Saved data entries:
++++++++++++++++++++

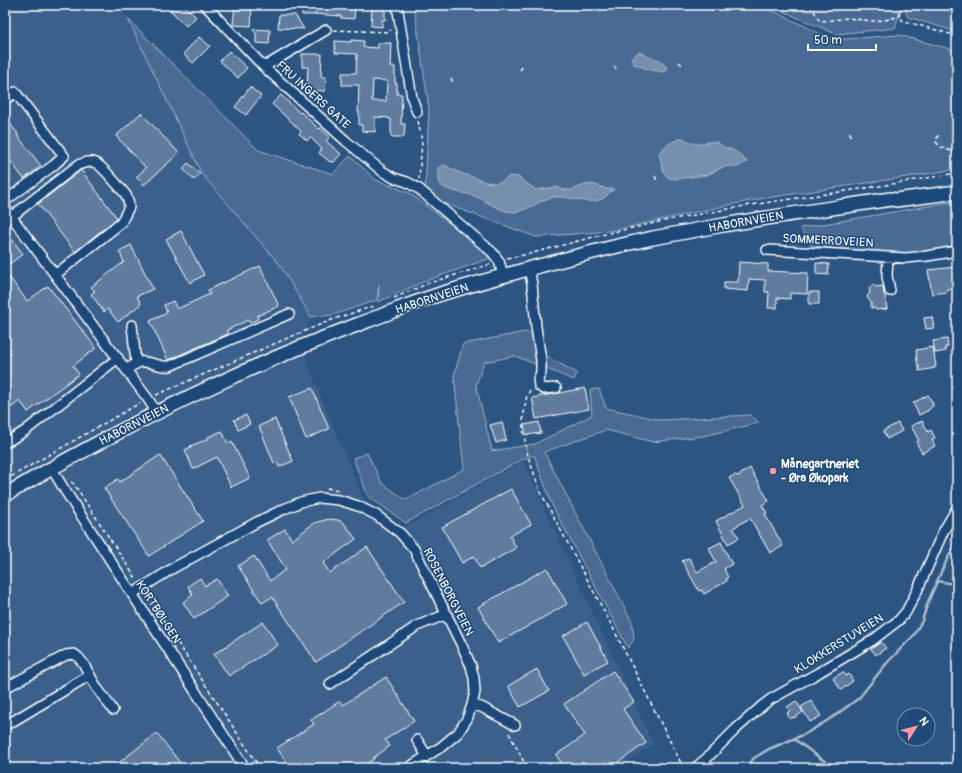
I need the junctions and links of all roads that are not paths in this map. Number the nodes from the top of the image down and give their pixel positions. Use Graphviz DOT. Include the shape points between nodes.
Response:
graph roads {
  1 [pos="205,5"];
  2 [pos="397,5"];
  3 [pos="326,30"];
  4 [pos="264,67"];
  5 [pos="5,100"];
  6 [pos="417,112"];
  7 [pos="957,185"];
  8 [pos="957,192"];
  9 [pos="891,199"];
  10 [pos="5,201"];
  11 [pos="5,208"];
  12 [pos="11,217"];
  13 [pos="767,250"];
  14 [pos="957,251"];
  15 [pos="888,256"];
  16 [pos="528,268"];
  17 [pos="55,275"];
  18 [pos="503,275"];
  19 [pos="890,291"];
  20 [pos="289,314"];
  21 [pos="132,325"];
  22 [pos="118,358"];
  23 [pos="136,364"];
  24 [pos="127,370"];
  25 [pos="556,388"];
  26 [pos="157,413"];
  27 [pos="5,443"];
  28 [pos="52,469"];
  29 [pos="5,495"];
  30 [pos="957,508"];
  31 [pos="132,594"];
  32 [pos="447,614"];
  33 [pos="90,675"];
  34 [pos="330,684"];
  35 [pos="5,688"];
  36 [pos="472,705"];
  37 [pos="113,710"];
  38 [pos="5,724"];
  39 [pos="515,725"];
  40 [pos="417,740"];
  41 [pos="427,756"];
  42 [pos="245,768"];
  43 [pos="408,768"];
  44 [pos="695,768"];
  1 -- 4 [label="street, FRU INGERS GATE"];
  2 -- 6 [label="street" via="412,98"];
  3 -- 4 [label="street, FRU INGERS GATE"];
  4 -- 18 [label="street, FRU INGERS GATE" via="382,171 419,189 492,252 499,262"];
  5 -- 10 [label="street" via="15,92 64,156"];
  7 -- 9 [label="highway, HABORNVEIEN"];
  8 -- 9 [label="highway, HABORNVEIEN"];
  9 -- 16 [label="highway, HABORNVEIEN" via="655,238"];
  11 -- 12 [label="street"];
  12 -- 17 [label="street"];
  12 -- 17 [label="street" via="78,165 86,162 97,163 126,195 129,207 121,223"];
  13 -- 15 [label="street, SOMMERROVEIEN"];
  14 -- 15 [label="street, SOMMERROVEIEN" via="906,258"];
  15 -- 19 [label="street, SOMMERROVEIEN" via="887,276"];
  16 -- 18 [label="highway, HABORNVEIEN"];
  16 -- 25 [label="street" via="541,360 539,386 543,389"];
  17 -- 22 [label="street"];
  18 -- 26 [label="highway, HABORNVEIEN" via="408,305 337,332"];
  20 -- 23 [label="street" via="170,366 162,367 144,362"];
  21 -- 23 [label="street"];
  22 -- 24 [label="street"];
  22 -- 27 [label="street" via="25,431"];
  23 -- 24 [label="street"];
  24 -- 26 [label="street"];
  26 -- 28 [label="highway, HABORNVEIEN"];
  28 -- 29 [label="highway, HABORNVEIEN"];
  28 -- 31 [label="street, KORTBØLGEN"];
  30 -- 44 [label="street, KLOKKERSTUVEIEN" via="942,532 917,591 899,620 873,640 763,704"];
  31 -- 32 [label="street, ROSENBORGVEIEN" via="257,522 301,502 319,498 340,500 358,506 376,515 400,533 414,549"];
  31 -- 42 [label="street, KORTBØLGEN"];
  32 -- 34 [label="street" via="417,626"];
  32 -- 36 [label="street, ROSENBORGVEIEN" via="471,666 475,692"];
  33 -- 35 [label="street" via="78,657 66,654"];
  33 -- 37 [label="street"];
  33 -- 38 [label="street"];
  36 -- 39 [label="street"];
  36 -- 41 [label="street, ROSENBORGVEIEN" via="458,733"];
  40 -- 41 [label="street"];
  41 -- 43 [label="street, ROSENBORGVEIEN"];
}
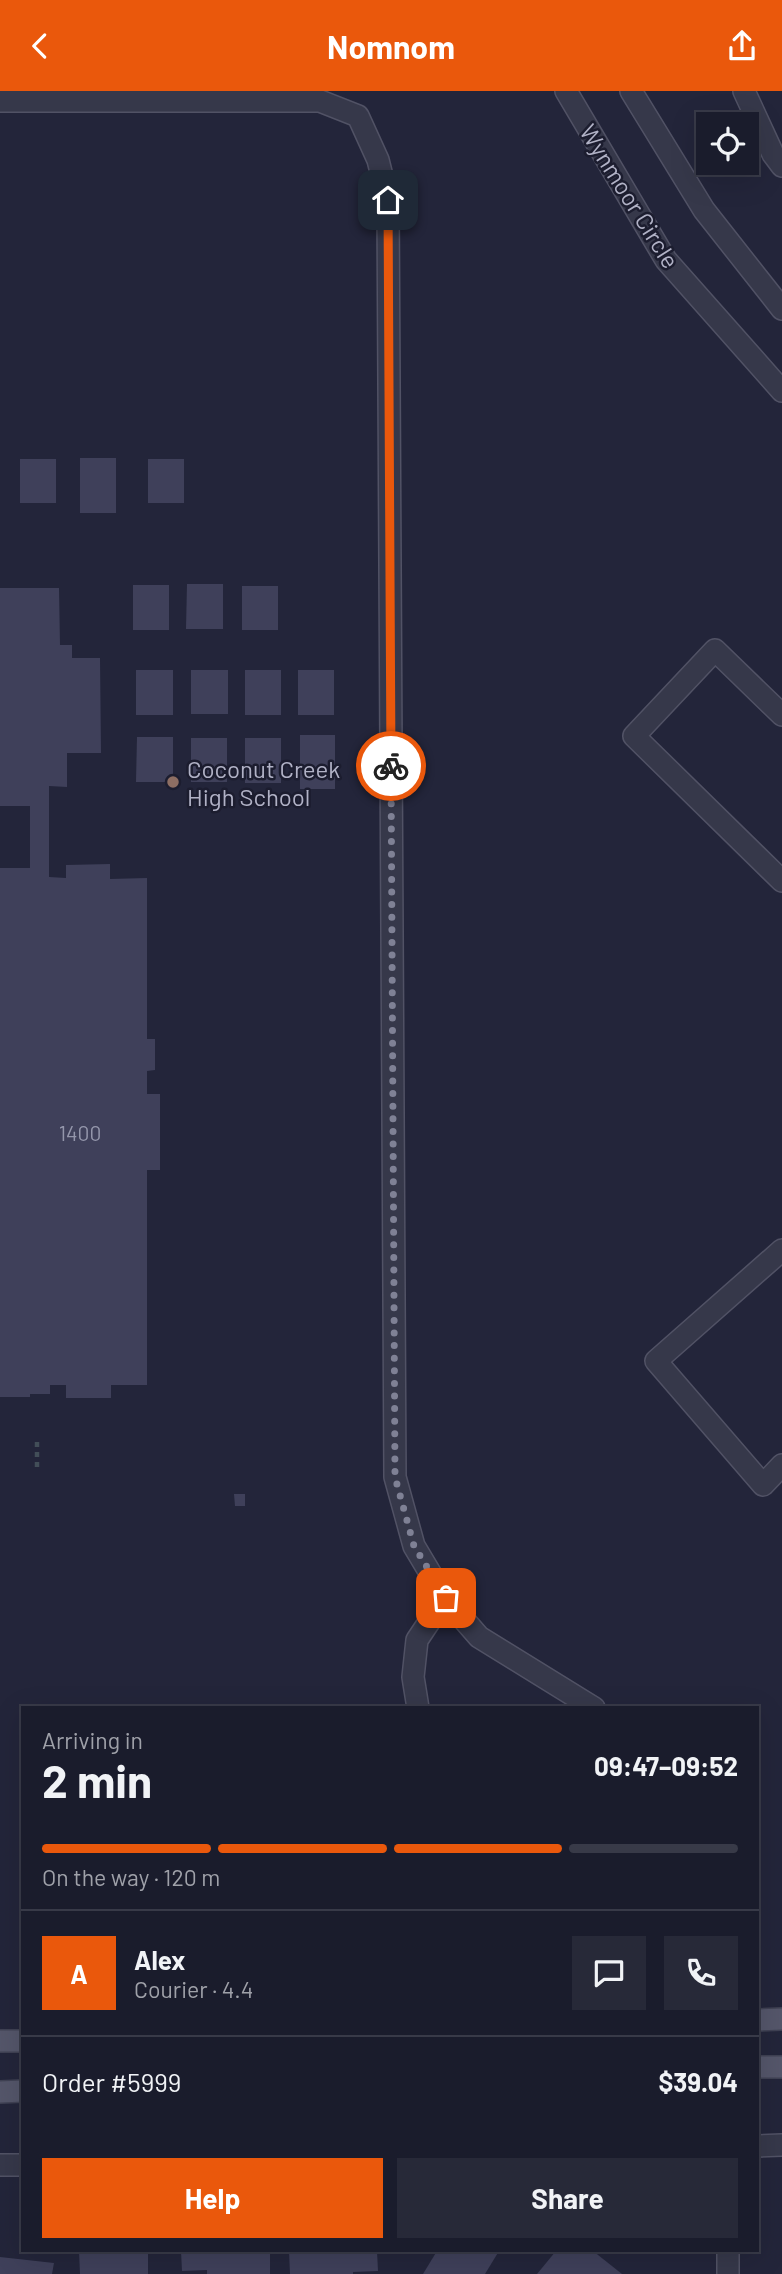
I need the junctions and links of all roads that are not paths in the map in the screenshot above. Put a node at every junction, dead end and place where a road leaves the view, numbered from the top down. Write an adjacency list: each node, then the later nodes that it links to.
1 (566, 91): 7 (street, Wynmoor Circle)
2 (631, 91): 6 (street)
3 (744, 91): 5 (street)
4 (0, 101): 12 (street)
5 (782, 166)
6 (782, 309)
7 (782, 391)
8 (782, 715): 9 (street)
9 (782, 881)
10 (782, 1250): 11 (street)
11 (782, 1465)
12 (446, 1598): 13 (street); 14 (street)
13 (418, 1706)
14 (591, 1706)
15 (782, 2019): 16 (main road)
16 (759, 2020)
17 (0, 2041): 18 (main road)
18 (21, 2041)
19 (759, 2067): 20 (main road)
20 (782, 2067)
21 (21, 2091): 22 (main road)
22 (0, 2092)
23 (759, 2145): 24 (street)
24 (782, 2145)
25 (0, 2165): 26 (street)
26 (21, 2165)
27 (728, 2252): 28 (street)
28 (729, 2274)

++++++++++++++++++++

WHAT YOU NEED TO DO → Write out each line above containing "GATE".

EXERCISE RESULT →
  1 -- 4 [label="street, FRU INGERS GATE"];
  3 -- 4 [label="street, FRU INGERS GATE"];
  4 -- 18 [label="street, FRU INGERS GATE" via="382,171 419,189 492,252 499,262"];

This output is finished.